Saved entries:
>>>

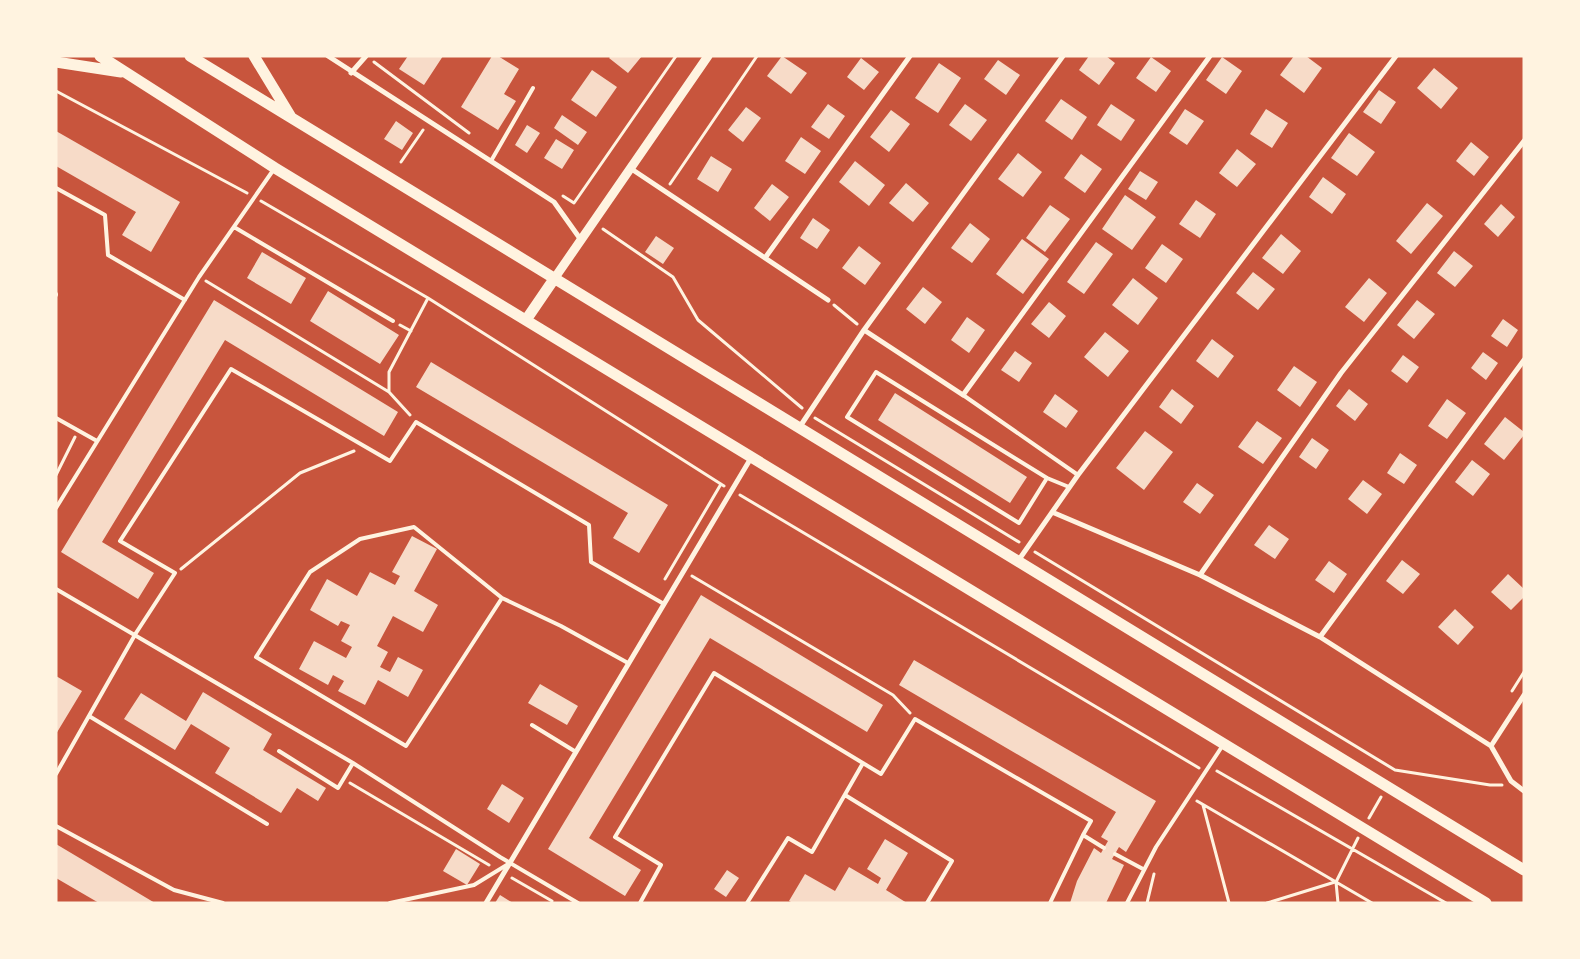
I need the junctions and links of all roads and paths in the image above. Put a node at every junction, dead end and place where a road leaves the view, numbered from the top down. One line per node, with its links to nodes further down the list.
1 (100, 56): 14 (main road)
2 (190, 56): 18 (main road)
3 (254, 56): 18 (main road)
4 (328, 56): 15 (street)
5 (366, 56): 15 (street); 20 (path)
6 (676, 56): 28 (path)
7 (708, 56): 25 (street)
8 (757, 56): 27 (path)
9 (910, 56): 33 (street)
10 (1063, 56): 41 (street)
11 (1210, 56): 44 (street)
12 (1396, 56): 54 (street)
13 (56, 62): 14 (main road)
14 (125, 72): 24 (main road)
15 (351, 73): 22 (street)
16 (533, 88): 22 (lane)
17 (56, 91): 29 (path)
18 (292, 118): 35 (main road)
19 (425, 127): 23 (path)
20 (474, 137)
21 (1524, 141): 65 (street)
22 (491, 161): 32 (street)
23 (401, 162)
24 (274, 168): 29 (lane); 39 (main road)
25 (630, 168): 27 (street); 30 (street)
26 (56, 188): 37 (lane)
27 (665, 192): 33 (street)
28 (558, 193)
29 (254, 197): 31 (lane); 36 (path)
30 (593, 223): 32 (street); 45 (path)
31 (234, 227): 34 (lane); 40 (lane)
32 (581, 240): 35 (street)
33 (765, 258): 38 (street)
34 (199, 277): 37 (lane); 43 (path)
35 (554, 279): 39 (main road); 48 (main road)
36 (428, 298): 43 (path); 57 (path)
37 (185, 300): 50 (lane)
38 (828, 300): 41 (path)
39 (526, 320): 52 (main road)
40 (394, 321)
41 (864, 330): 44 (street); 45 (street)
42 (1524, 360): 70 (street)
43 (389, 392): 47 (path)
44 (963, 395): 54 (lane)
45 (809, 414): 48 (street); 60 (path)
46 (56, 418): 49 (lane)
47 (416, 422): 51 (lane); 68 (lane)
48 (799, 428): 61 (main road)
49 (79, 431): 50 (lane); 53 (path)
50 (96, 440): 58 (lane)
51 (366, 446): 64 (path); 64 (lane)
52 (751, 457): 57 (street); 76 (main road)
53 (56, 474)
54 (1078, 475): 56 (street)
55 (1047, 478): 55 (lane); 56 (lane)
56 (1070, 487): 59 (street)
57 (731, 490): 63 (street); 82 (path)
58 (56, 508)
59 (1052, 512): 60 (street); 65 (street)
60 (1028, 548): 61 (street); 86 (path)
61 (1018, 562): 99 (main road)
62 (673, 564): 63 (path)
63 (683, 571): 68 (street); 74 (path)
64 (175, 573): 69 (lane)
65 (1200, 575): 70 (street)
66 (56, 589): 69 (lane)
67 (502, 598): 67 (lane); 71 (lane)
68 (664, 604): 71 (street)
69 (136, 633): 73 (lane); 80 (lane)
70 (1320, 637): 77 (street)
71 (628, 664): 79 (street)
72 (1524, 696): 77 (street)
73 (89, 716): 83 (lane); 91 (lane)
74 (915, 720): 81 (lane); 93 (lane)
75 (532, 725): 79 (lane)
76 (1224, 744): 82 (lane); 117 (main road)
77 (1491, 746): 87 (street)
78 (279, 750): 85 (lane)
79 (576, 752): 96 (street)
80 (353, 762): 85 (lane); 96 (lane)
81 (863, 763): 88 (lane); 107 (lane)
82 (1205, 771): 89 (lane)
83 (56, 774)
84 (1211, 774): 116 (path)
85 (344, 779): 97 (path)
86 (1490, 785)
87 (1524, 791)
88 (845, 795): 108 (lane); 109 (lane)
89 (1188, 796): 90 (path); 98 (lane)
90 (1203, 804): 101 (path); 112 (path)
91 (267, 824)
92 (56, 826): 102 (lane)
93 (1083, 835): 94 (lane); 110 (lane)
94 (1104, 848)
95 (1115, 854): 98 (lane)
96 (510, 863): 100 (street); 103 (lane); 106 (lane)
97 (494, 867)
98 (1143, 869): 111 (lane)
99 (1524, 870)
100 (503, 874): 104 (street); 105 (path)
101 (1336, 882): 113 (path); 114 (path); 115 (path)
102 (223, 903)
103 (390, 903)
104 (486, 903)
105 (555, 903)
106 (578, 903)
107 (640, 903)
108 (747, 903)
109 (927, 903)
110 (1050, 903)
111 (1127, 903)
112 (1229, 903)
113 (1267, 903)
114 (1338, 903)
115 (1372, 903)
116 (1446, 903)
117 (1486, 903)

<<<

Task prompt:
A word-for-word copy of all the data is required, minus the pictures.

Response area:
I need the junctions and links of all roads and paths in the image above. Put a node at every junction, dead end and place where a road leaves the view, numbered from the top down. One line per node, with its links to nodes further down the list.
1 (100, 56): 14 (main road)
2 (190, 56): 18 (main road)
3 (254, 56): 18 (main road)
4 (328, 56): 15 (street)
5 (366, 56): 15 (street); 20 (path)
6 (676, 56): 28 (path)
7 (708, 56): 25 (street)
8 (757, 56): 27 (path)
9 (910, 56): 33 (street)
10 (1063, 56): 41 (street)
11 (1210, 56): 44 (street)
12 (1396, 56): 54 (street)
13 (56, 62): 14 (main road)
14 (125, 72): 24 (main road)
15 (351, 73): 22 (street)
16 (533, 88): 22 (lane)
17 (56, 91): 29 (path)
18 (292, 118): 35 (main road)
19 (425, 127): 23 (path)
20 (474, 137)
21 (1524, 141): 65 (street)
22 (491, 161): 32 (street)
23 (401, 162)
24 (274, 168): 29 (lane); 39 (main road)
25 (630, 168): 27 (street); 30 (street)
26 (56, 188): 37 (lane)
27 (665, 192): 33 (street)
28 (558, 193)
29 (254, 197): 31 (lane); 36 (path)
30 (593, 223): 32 (street); 45 (path)
31 (234, 227): 34 (lane); 40 (lane)
32 (581, 240): 35 (street)
33 (765, 258): 38 (street)
34 (199, 277): 37 (lane); 43 (path)
35 (554, 279): 39 (main road); 48 (main road)
36 (428, 298): 43 (path); 57 (path)
37 (185, 300): 50 (lane)
38 (828, 300): 41 (path)
39 (526, 320): 52 (main road)
40 (394, 321)
41 (864, 330): 44 (street); 45 (street)
42 (1524, 360): 70 (street)
43 (389, 392): 47 (path)
44 (963, 395): 54 (lane)
45 (809, 414): 48 (street); 60 (path)
46 (56, 418): 49 (lane)
47 (416, 422): 51 (lane); 68 (lane)
48 (799, 428): 61 (main road)
49 (79, 431): 50 (lane); 53 (path)
50 (96, 440): 58 (lane)
51 (366, 446): 64 (path); 64 (lane)
52 (751, 457): 57 (street); 76 (main road)
53 (56, 474)
54 (1078, 475): 56 (street)
55 (1047, 478): 55 (lane); 56 (lane)
56 (1070, 487): 59 (street)
57 (731, 490): 63 (street); 82 (path)
58 (56, 508)
59 (1052, 512): 60 (street); 65 (street)
60 (1028, 548): 61 (street); 86 (path)
61 (1018, 562): 99 (main road)
62 (673, 564): 63 (path)
63 (683, 571): 68 (street); 74 (path)
64 (175, 573): 69 (lane)
65 (1200, 575): 70 (street)
66 (56, 589): 69 (lane)
67 (502, 598): 67 (lane); 71 (lane)
68 (664, 604): 71 (street)
69 (136, 633): 73 (lane); 80 (lane)
70 (1320, 637): 77 (street)
71 (628, 664): 79 (street)
72 (1524, 696): 77 (street)
73 (89, 716): 83 (lane); 91 (lane)
74 (915, 720): 81 (lane); 93 (lane)
75 (532, 725): 79 (lane)
76 (1224, 744): 82 (lane); 117 (main road)
77 (1491, 746): 87 (street)
78 (279, 750): 85 (lane)
79 (576, 752): 96 (street)
80 (353, 762): 85 (lane); 96 (lane)
81 (863, 763): 88 (lane); 107 (lane)
82 (1205, 771): 89 (lane)
83 (56, 774)
84 (1211, 774): 116 (path)
85 (344, 779): 97 (path)
86 (1490, 785)
87 (1524, 791)
88 (845, 795): 108 (lane); 109 (lane)
89 (1188, 796): 90 (path); 98 (lane)
90 (1203, 804): 101 (path); 112 (path)
91 (267, 824)
92 (56, 826): 102 (lane)
93 (1083, 835): 94 (lane); 110 (lane)
94 (1104, 848)
95 (1115, 854): 98 (lane)
96 (510, 863): 100 (street); 103 (lane); 106 (lane)
97 (494, 867)
98 (1143, 869): 111 (lane)
99 (1524, 870)
100 (503, 874): 104 (street); 105 (path)
101 (1336, 882): 113 (path); 114 (path); 115 (path)
102 (223, 903)
103 (390, 903)
104 (486, 903)
105 (555, 903)
106 (578, 903)
107 (640, 903)
108 (747, 903)
109 (927, 903)
110 (1050, 903)
111 (1127, 903)
112 (1229, 903)
113 (1267, 903)
114 (1338, 903)
115 (1372, 903)
116 (1446, 903)
117 (1486, 903)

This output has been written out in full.